- [TASK TO COMPLETE]: Leave out the pictures and copy the remaining records exactly.

- - -

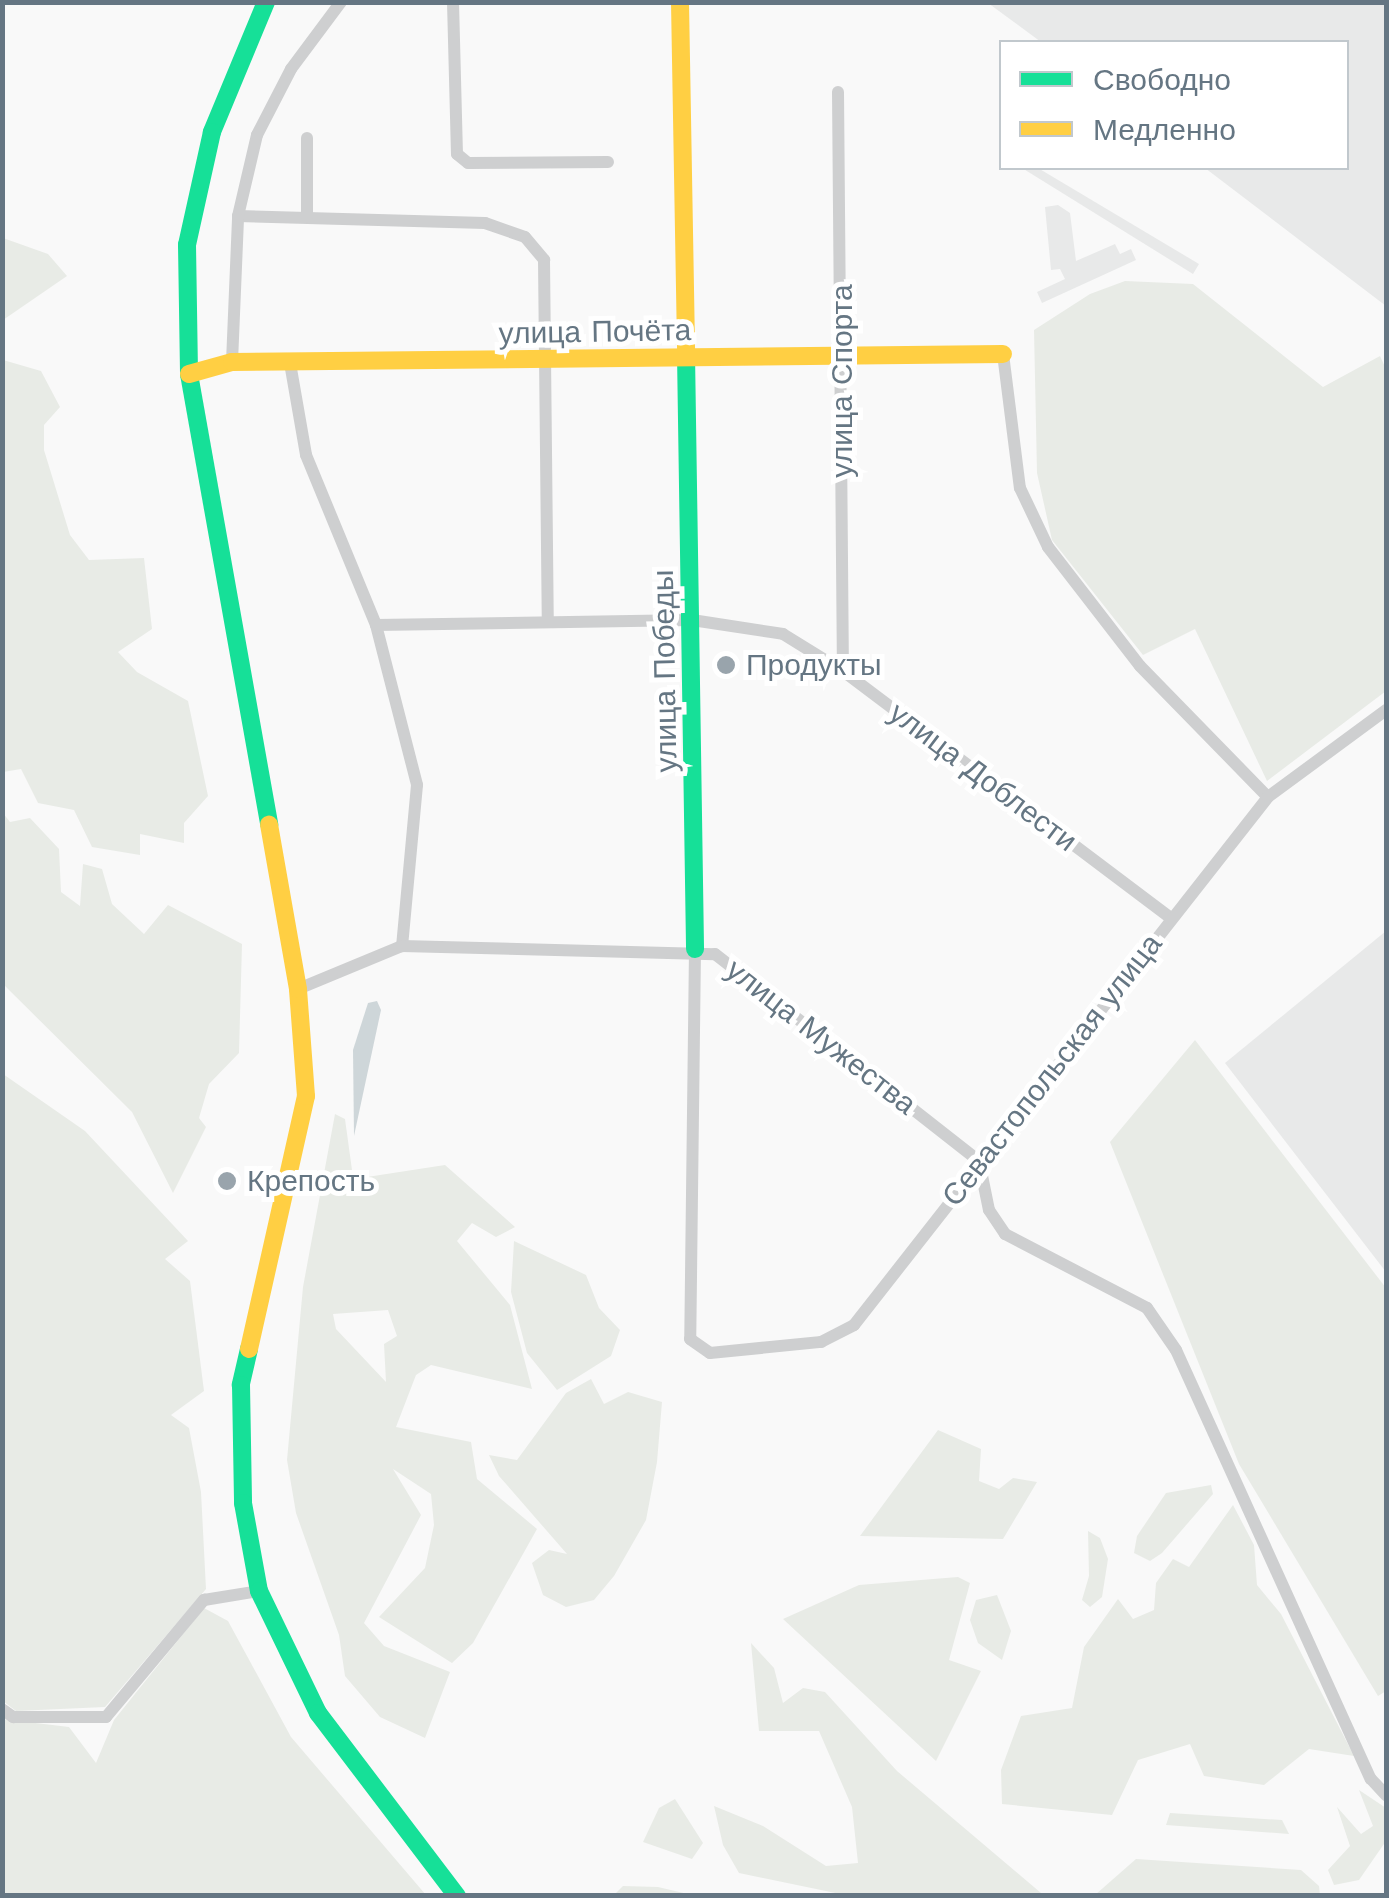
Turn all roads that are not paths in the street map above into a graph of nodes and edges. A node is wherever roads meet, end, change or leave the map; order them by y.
1 (266, 2) edge
2 (341, 2) edge
3 (453, 2) edge
4 (680, 2) edge
5 (838, 92) dead end
6 (307, 138) dead end
7 (608, 162) dead end
8 (238, 216) junction
9 (306, 217) junction
10 (1002, 354) joint
11 (844, 356) junction
12 (688, 359) junction
13 (548, 360) junction
14 (232, 362) junction
15 (290, 364) junction
16 (189, 374) junction
17 (692, 620) junction
18 (548, 622) junction
19 (376, 626) junction
20 (842, 671) junction
21 (1386, 710) edge
22 (1268, 797) junction
23 (1170, 918) junction
24 (402, 946) junction
25 (694, 949) junction
26 (298, 989) junction
27 (980, 1161) junction
28 (690, 1340) joint
29 (259, 1591) junction
30 (2, 1710) edge
31 (1386, 1795) edge
32 (456, 1896) edge

1 - 16 main road
2 - 8 street
3 - 7 street
4 - 12 main road, улица Победы
5 - 11 street, улица Спорта
6 - 9 street
8 - 9 street
8 - 14 street
9 - 13 street
10 - 11 main road, улица Почёта
10 - 22 street
11 - 12 main road, улица Почёта
11 - 20 street, улица Спорта
12 - 13 main road, улица Почёта
12 - 17 main road, улица Победы
13 - 15 main road, улица Почёта
13 - 18 street
14 - 15 main road, улица Почёта
14 - 16 main road, улица Почёта
15 - 19 street
16 - 26 main road
17 - 18 street, улица Доблести
17 - 20 street, улица Доблести
17 - 25 main road, улица Победы
18 - 19 street, улица Доблести
19 - 24 street
20 - 23 street, улица Доблести
21 - 22 street, Севастопольская улица
22 - 23 street, Севастопольская улица
23 - 27 street, Севастопольская улица
24 - 25 street, улица Мужества
24 - 26 street, улица Мужества
25 - 27 street, улица Мужества
25 - 28 street, улица Победы
26 - 29 main road
27 - 28 street, Севастопольская улица
27 - 31 street
29 - 30 street
29 - 32 main road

- - -

- [ANSWER TO THE PROBLEM]:
Turn all roads that are not paths in the street map above into a graph of nodes and edges. A node is wherever roads meet, end, change or leave the map; order them by y.
1 (266, 2) edge
2 (341, 2) edge
3 (453, 2) edge
4 (680, 2) edge
5 (838, 92) dead end
6 (307, 138) dead end
7 (608, 162) dead end
8 (238, 216) junction
9 (306, 217) junction
10 (1002, 354) joint
11 (844, 356) junction
12 (688, 359) junction
13 (548, 360) junction
14 (232, 362) junction
15 (290, 364) junction
16 (189, 374) junction
17 (692, 620) junction
18 (548, 622) junction
19 (376, 626) junction
20 (842, 671) junction
21 (1386, 710) edge
22 (1268, 797) junction
23 (1170, 918) junction
24 (402, 946) junction
25 (694, 949) junction
26 (298, 989) junction
27 (980, 1161) junction
28 (690, 1340) joint
29 (259, 1591) junction
30 (2, 1710) edge
31 (1386, 1795) edge
32 (456, 1896) edge

1 - 16 main road
2 - 8 street
3 - 7 street
4 - 12 main road, улица Победы
5 - 11 street, улица Спорта
6 - 9 street
8 - 9 street
8 - 14 street
9 - 13 street
10 - 11 main road, улица Почёта
10 - 22 street
11 - 12 main road, улица Почёта
11 - 20 street, улица Спорта
12 - 13 main road, улица Почёта
12 - 17 main road, улица Победы
13 - 15 main road, улица Почёта
13 - 18 street
14 - 15 main road, улица Почёта
14 - 16 main road, улица Почёта
15 - 19 street
16 - 26 main road
17 - 18 street, улица Доблести
17 - 20 street, улица Доблести
17 - 25 main road, улица Победы
18 - 19 street, улица Доблести
19 - 24 street
20 - 23 street, улица Доблести
21 - 22 street, Севастопольская улица
22 - 23 street, Севастопольская улица
23 - 27 street, Севастопольская улица
24 - 25 street, улица Мужества
24 - 26 street, улица Мужества
25 - 27 street, улица Мужества
25 - 28 street, улица Победы
26 - 29 main road
27 - 28 street, Севастопольская улица
27 - 31 street
29 - 30 street
29 - 32 main road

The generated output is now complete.